All Books

Liam Gillick


Book, 21.5 x 14.1 cm, 241 p, language: English, publisher: Book Works, London, ISBN: 978 1 906012 17 5.
Materials: ink, paper

Collection: Collection M HKA, Antwerp (Inv. no. B 2021/420).

Literary synopsis

Collected here for the first time are Liam Gillick’s major fictional texts: McNamara Papers, Ibuka, Discussion Island/Big Conference Centre, The Winter School, with Erasmus is Late and Literally No Place. Within each history, and the utopias and alternative visions of society envisioned by writers, filmmakers, philosophers, and scientists are presented and speculated on, often through the fictionalised voices of secondary historical characters. Traversing genres of fiction and critical discourse, ideas are explored in a nonlinear, open-ended discursive format, in which the textual structure mirrors the structuring of the presented ideas. In each text Gillick’s concern is to explore complex, paradoxical historical moments and the ideologies that shaped them, reflecting on how the redundant utopian elements of the past continue to structure contemporary society and remain impulses within speculations of our post-utopian future.

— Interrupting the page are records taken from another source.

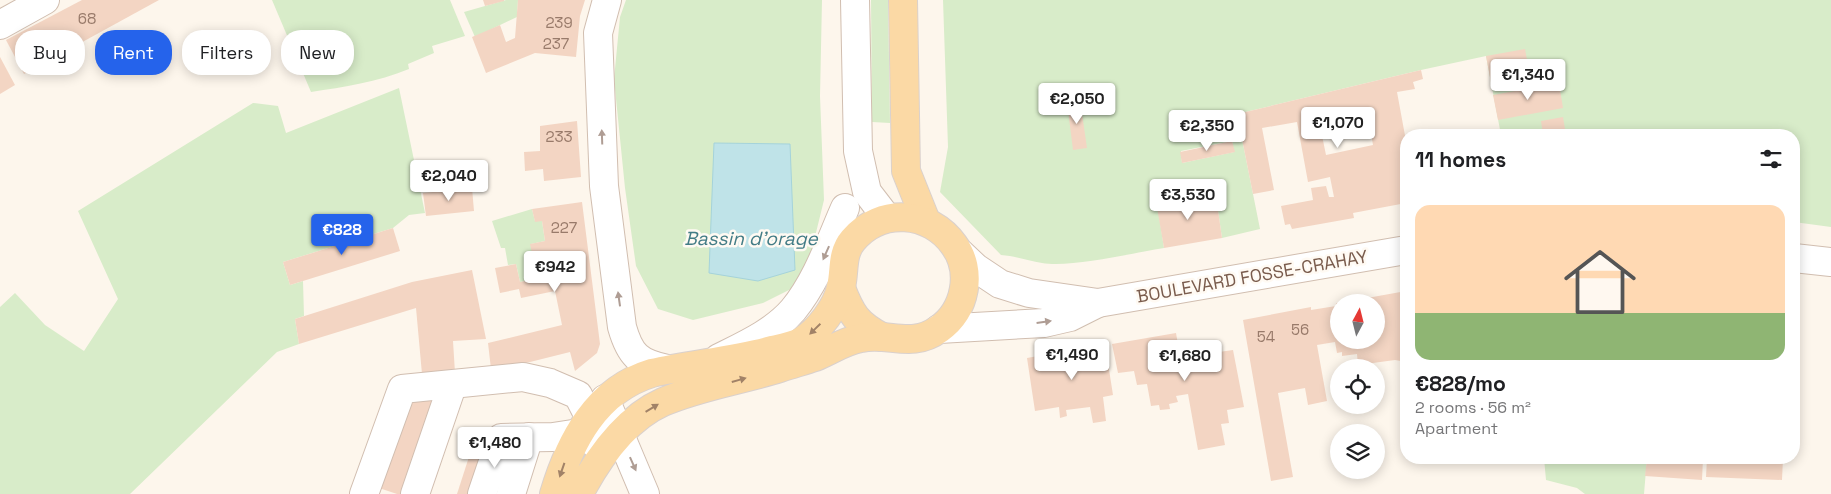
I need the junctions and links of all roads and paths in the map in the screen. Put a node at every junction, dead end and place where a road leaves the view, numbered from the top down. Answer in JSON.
{"nodes":[{"id":1,"x":45,"y":0,"type":"edge"},
{"id":2,"x":607,"y":0,"type":"edge"},
{"id":3,"x":855,"y":0,"type":"edge"},
{"id":4,"x":903,"y":0,"type":"edge"},
{"id":5,"x":0,"y":25,"type":"edge"},
{"id":6,"x":858,"y":151,"type":"junction"},
{"id":7,"x":906,"y":171,"type":"junction"},
{"id":8,"x":846,"y":208,"type":"junction"},
{"id":9,"x":887,"y":218,"type":"junction"},
{"id":10,"x":926,"y":221,"type":"junction"},
{"id":11,"x":852,"y":241,"type":"junction"},
{"id":12,"x":1400,"y":251,"type":"edge"},
{"id":13,"x":960,"y":253,"type":"junction"},
{"id":14,"x":1800,"y":259,"type":"edge"},
{"id":15,"x":1831,"y":262,"type":"edge"},
{"id":16,"x":841,"y":288,"type":"junction"},
{"id":17,"x":1098,"y":303,"type":"junction"},
{"id":18,"x":939,"y":329,"type":"junction"},
{"id":19,"x":882,"y":337,"type":"junction"},
{"id":20,"x":714,"y":361,"type":"junction"},
{"id":21,"x":667,"y":369,"type":"junction"},
{"id":22,"x":452,"y":386,"type":"junction"},
{"id":23,"x":591,"y":417,"type":"junction"},
{"id":24,"x":529,"y":438,"type":"junction"},
{"id":25,"x":613,"y":443,"type":"junction"},
{"id":26,"x":364,"y":494,"type":"edge"},
{"id":27,"x":415,"y":494,"type":"edge"},
{"id":28,"x":482,"y":494,"type":"edge"},
{"id":29,"x":511,"y":494,"type":"edge"},
{"id":30,"x":554,"y":494,"type":"edge"},
{"id":31,"x":579,"y":494,"type":"edge"},
{"id":32,"x":644,"y":494,"type":"edge"}],
"edges":[{"from":1,"to":5,"type":"street"},
{"from":21,"to":2,"type":"street","one_way":true},
{"from":3,"to":6,"type":"street"},
{"from":4,"to":7,"type":"main road"},
{"from":6,"to":8,"type":"street"},
{"from":6,"to":9,"type":"street"},
{"from":7,"to":9,"type":"main road"},
{"from":7,"to":10,"type":"main road"},
{"from":8,"to":11,"type":"street"},
{"from":8,"to":20,"type":"street","one_way":true},
{"from":9,"to":10,"type":"main road","name":"BOULEVARD FOSSE-CRAHAY"},
{"from":9,"to":11,"type":"main road","name":"BOULEVARD FOSSE-CRAHAY"},
{"from":10,"to":13,"type":"main road","name":"BOULEVARD FOSSE-CRAHAY"},
{"from":11,"to":16,"type":"main road","name":"BOULEVARD FOSSE-CRAHAY"},
{"from":12,"to":17,"type":"street","name":"BOULEVARD FOSSE-CRAHAY"},
{"from":13,"to":17,"type":"street","name":"BOULEVARD FOSSE-CRAHAY"},
{"from":13,"to":18,"type":"main road","name":"BOULEVARD FOSSE-CRAHAY"},
{"from":14,"to":15,"type":"street"},
{"from":16,"to":19,"type":"main road","name":"BOULEVARD FOSSE-CRAHAY"},
{"from":16,"to":20,"type":"main road","name":"BOULEVARD FOSSE-CRAHAY","one_way":true},
{"from":18,"to":17,"type":"street","name":"BOULEVARD FOSSE-CRAHAY","one_way":true},
{"from":18,"to":19,"type":"main road","name":"BOULEVARD FOSSE-CRAHAY"},
{"from":25,"to":19,"type":"main road","name":"BOULEVARD FOSSE-CRAHAY","one_way":true},
{"from":20,"to":21,"type":"main road","name":"BOULEVARD FOSSE-CRAHAY"},
{"from":21,"to":23,"type":"main road","name":"BOULEVARD FOSSE-CRAHAY"},
{"from":22,"to":23,"type":"street"},
{"from":22,"to":26,"type":"street"},
{"from":22,"to":27,"type":"street"},
{"from":23,"to":24,"type":"street"},
{"from":23,"to":25,"type":"street"},
{"from":23,"to":25,"type":"street"},
{"from":23,"to":30,"type":"main road","one_way":true},
{"from":24,"to":28,"type":"street"},
{"from":24,"to":29,"type":"street"},
{"from":25,"to":31,"type":"main road","name":"BOULEVARD FOSSE-CRAHAY"},
{"from":25,"to":32,"type":"street","one_way":true}]}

Relation of the novel to the artist’s practice

During the last fifteen years, the British artist Liam Gillick has created parallels between his personal shows and his own writings. Many of his exhibitions have run simultaneously with the publishing of a book. Frequently, the books are included in the installations, along with flat-color panels, text sculptures, architectural structures, videos, and designs. This parallelism seems to be a self-conscious artistic practice and it is at the core of his artistic production. The books are neither merely supplementary materials, nor incursions in a quite different field of creation. Gillick’s exhibitions, on the other hand, cannot be reduced just to his installations. Even if the artworks or books can be enjoyed as autonomous pieces, isolating Gillick’s artistic productions or underestimating the structure of the whole looks like a rather deceivable approach. The structure of his works seems to be precisely this parallelism between the writings and the visual images. He provokes the search for dialogue among the installations, novels, scripts, and essays he writes.